PIG Basics
Pig is a scripting platform for processing and analysing large data sets.
very usefulfor people who did not have java knowledge
used for high level data flow and processing the data available on HDFS.
PIG is named pig because like the animal, it can consume and process any type of data, and has lots of
usage in data cleansing.
Internally, whatever you write in Pig, it internally converts to Map reduce(MR) jobs.
Pig is client side installation, it need not sit on hadoop cluster.
Pig script will execute a set of commands, which will be converted to Map Reduce(MR) jobs
and submitted to hadoop running locally or remotely.

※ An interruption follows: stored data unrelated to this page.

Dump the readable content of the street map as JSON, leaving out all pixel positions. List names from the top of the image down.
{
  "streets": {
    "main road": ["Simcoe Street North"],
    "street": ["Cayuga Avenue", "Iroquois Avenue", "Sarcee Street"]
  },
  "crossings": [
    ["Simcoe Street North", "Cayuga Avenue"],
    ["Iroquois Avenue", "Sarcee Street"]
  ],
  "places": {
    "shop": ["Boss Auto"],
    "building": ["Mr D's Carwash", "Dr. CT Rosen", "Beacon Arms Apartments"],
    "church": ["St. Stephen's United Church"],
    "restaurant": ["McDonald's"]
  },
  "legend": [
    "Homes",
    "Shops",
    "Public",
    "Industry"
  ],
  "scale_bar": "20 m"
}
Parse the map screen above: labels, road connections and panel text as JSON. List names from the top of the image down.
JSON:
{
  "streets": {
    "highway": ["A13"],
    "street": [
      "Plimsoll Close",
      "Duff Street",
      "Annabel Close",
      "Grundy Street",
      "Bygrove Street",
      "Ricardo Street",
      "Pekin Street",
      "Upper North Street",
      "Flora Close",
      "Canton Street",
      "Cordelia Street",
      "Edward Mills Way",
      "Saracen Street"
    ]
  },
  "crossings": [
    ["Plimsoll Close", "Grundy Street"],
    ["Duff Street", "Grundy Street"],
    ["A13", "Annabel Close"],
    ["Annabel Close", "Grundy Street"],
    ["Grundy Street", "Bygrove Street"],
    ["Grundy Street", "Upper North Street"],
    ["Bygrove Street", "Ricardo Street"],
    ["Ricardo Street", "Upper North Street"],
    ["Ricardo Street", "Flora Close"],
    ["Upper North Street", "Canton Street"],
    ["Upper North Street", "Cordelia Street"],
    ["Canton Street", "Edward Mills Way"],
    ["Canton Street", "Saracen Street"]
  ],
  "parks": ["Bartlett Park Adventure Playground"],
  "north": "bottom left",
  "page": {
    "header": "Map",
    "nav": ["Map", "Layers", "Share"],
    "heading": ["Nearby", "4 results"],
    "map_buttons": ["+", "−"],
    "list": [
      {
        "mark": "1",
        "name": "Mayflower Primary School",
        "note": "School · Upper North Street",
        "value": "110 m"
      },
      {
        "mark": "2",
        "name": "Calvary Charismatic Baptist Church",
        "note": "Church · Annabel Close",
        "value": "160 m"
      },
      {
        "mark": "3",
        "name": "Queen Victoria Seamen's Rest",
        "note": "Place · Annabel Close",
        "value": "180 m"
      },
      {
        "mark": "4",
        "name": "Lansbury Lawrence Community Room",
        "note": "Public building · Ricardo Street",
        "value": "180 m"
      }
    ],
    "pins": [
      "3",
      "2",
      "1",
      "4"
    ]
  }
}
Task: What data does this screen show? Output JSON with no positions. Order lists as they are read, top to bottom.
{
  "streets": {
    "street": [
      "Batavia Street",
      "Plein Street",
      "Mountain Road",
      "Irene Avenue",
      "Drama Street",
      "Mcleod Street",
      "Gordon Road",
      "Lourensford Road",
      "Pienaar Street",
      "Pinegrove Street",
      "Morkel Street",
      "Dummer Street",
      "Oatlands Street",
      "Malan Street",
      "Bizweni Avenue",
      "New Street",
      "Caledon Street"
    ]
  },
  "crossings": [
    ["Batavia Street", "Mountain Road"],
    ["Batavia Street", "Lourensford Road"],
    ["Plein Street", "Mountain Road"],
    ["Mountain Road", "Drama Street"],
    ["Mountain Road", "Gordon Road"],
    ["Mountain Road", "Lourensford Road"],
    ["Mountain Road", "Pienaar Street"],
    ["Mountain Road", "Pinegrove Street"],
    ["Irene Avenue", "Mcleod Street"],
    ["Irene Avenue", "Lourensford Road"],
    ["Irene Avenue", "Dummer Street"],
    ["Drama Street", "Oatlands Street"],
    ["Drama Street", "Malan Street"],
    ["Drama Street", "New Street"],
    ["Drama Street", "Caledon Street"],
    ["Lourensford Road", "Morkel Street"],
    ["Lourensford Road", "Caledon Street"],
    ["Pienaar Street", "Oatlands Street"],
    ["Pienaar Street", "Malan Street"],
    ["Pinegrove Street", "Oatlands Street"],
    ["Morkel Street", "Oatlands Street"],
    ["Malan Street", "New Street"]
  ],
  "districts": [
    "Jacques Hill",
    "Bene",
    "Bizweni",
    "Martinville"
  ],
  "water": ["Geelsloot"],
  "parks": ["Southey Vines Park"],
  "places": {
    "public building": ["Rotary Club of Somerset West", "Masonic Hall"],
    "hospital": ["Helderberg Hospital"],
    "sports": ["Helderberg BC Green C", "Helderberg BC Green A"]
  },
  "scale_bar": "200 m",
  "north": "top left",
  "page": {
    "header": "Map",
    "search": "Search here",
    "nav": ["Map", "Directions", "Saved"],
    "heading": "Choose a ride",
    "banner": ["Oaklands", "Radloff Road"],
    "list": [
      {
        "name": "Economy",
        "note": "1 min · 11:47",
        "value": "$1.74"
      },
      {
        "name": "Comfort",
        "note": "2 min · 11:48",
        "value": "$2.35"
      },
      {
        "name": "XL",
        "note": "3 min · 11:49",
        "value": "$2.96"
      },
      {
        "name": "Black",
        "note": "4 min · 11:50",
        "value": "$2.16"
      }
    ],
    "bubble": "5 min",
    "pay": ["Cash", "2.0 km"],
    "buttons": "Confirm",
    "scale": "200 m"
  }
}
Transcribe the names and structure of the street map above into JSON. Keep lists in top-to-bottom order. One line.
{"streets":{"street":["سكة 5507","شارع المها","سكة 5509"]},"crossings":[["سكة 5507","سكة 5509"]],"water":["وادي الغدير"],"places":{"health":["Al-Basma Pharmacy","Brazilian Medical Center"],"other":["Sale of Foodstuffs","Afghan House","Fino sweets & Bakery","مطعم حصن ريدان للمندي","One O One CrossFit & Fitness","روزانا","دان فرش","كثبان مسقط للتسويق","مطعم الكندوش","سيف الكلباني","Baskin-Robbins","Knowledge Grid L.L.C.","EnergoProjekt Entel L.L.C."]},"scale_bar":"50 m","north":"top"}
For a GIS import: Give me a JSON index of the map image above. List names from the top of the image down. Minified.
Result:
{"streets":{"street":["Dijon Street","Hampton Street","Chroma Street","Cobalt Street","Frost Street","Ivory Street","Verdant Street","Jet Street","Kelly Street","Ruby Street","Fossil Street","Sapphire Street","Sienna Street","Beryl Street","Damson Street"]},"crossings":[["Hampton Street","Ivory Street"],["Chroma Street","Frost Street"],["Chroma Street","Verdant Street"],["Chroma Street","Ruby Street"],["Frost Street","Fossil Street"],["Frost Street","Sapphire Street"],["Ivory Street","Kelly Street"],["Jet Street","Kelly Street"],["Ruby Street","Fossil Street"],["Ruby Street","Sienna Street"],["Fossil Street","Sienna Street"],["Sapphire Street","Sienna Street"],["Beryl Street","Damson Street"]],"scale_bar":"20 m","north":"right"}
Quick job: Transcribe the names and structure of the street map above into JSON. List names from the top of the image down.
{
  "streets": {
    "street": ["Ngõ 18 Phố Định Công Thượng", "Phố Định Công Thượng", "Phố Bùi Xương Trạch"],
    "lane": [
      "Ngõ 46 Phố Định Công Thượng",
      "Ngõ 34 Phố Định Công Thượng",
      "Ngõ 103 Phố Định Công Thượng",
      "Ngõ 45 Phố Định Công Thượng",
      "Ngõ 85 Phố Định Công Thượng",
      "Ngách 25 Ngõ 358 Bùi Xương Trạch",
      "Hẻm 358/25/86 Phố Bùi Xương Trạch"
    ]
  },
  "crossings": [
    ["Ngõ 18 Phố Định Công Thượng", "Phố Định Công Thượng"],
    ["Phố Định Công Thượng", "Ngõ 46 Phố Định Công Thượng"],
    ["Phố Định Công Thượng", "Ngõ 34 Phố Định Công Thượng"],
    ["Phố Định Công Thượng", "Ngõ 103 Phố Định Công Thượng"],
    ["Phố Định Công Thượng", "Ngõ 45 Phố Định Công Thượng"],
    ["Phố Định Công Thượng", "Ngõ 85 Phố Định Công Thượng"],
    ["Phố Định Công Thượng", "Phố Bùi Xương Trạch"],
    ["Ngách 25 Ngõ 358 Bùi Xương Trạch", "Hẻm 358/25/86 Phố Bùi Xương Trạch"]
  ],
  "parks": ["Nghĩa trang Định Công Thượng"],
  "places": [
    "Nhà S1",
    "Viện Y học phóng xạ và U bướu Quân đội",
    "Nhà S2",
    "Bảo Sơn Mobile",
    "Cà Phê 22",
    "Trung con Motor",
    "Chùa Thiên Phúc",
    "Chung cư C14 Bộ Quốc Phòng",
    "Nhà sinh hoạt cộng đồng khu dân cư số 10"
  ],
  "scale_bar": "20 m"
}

A hadoop cluster will not care whether the job was submitted from pig or from some other
environment.
map reduce programs get executed only when the DUMP or STORE command is called(more on this
later).
Pig Vs Traditional Hadoop Map Reduce(MR).
lot of effort required in writing Map Reduce in Hadoop, but in pig the effort required is very less.
In Hadoop, we have to write toolrunner, Mapper, Reducer, but in Pig, nothing is mandatory as we just
write a small script(set of commands)
Hadoop Mapreduce has more functionality than Pig.
since in pig, we just have to write the script, and not the separate toolrunner, mapper, reducer, etc, the
development effort while using PIG is very less.
Pig is slightly slower than MR job.
Components of PIG
pig execution environment
it is essentially, the hadoop cluster, where the pig script is submitted to run.
it can be local hadoop or remote hadoop cluster.
pig latin
new language, which is compiled to map reduce(MR) jobs
increases productivity, as less no of lines are required.
good for non java programmers.
provides operations like join, group, filter, sort, but we need to write lot of code for join etc in
hadoop.
data flow language instead of procedural language.
Data flow in Pig
LOAD the data from HDFS, and into the Pig program.
data is transformed into appropriate format, may be by GROUP, JOIN etc, or combine two files,
FILTER etc or any other built in function.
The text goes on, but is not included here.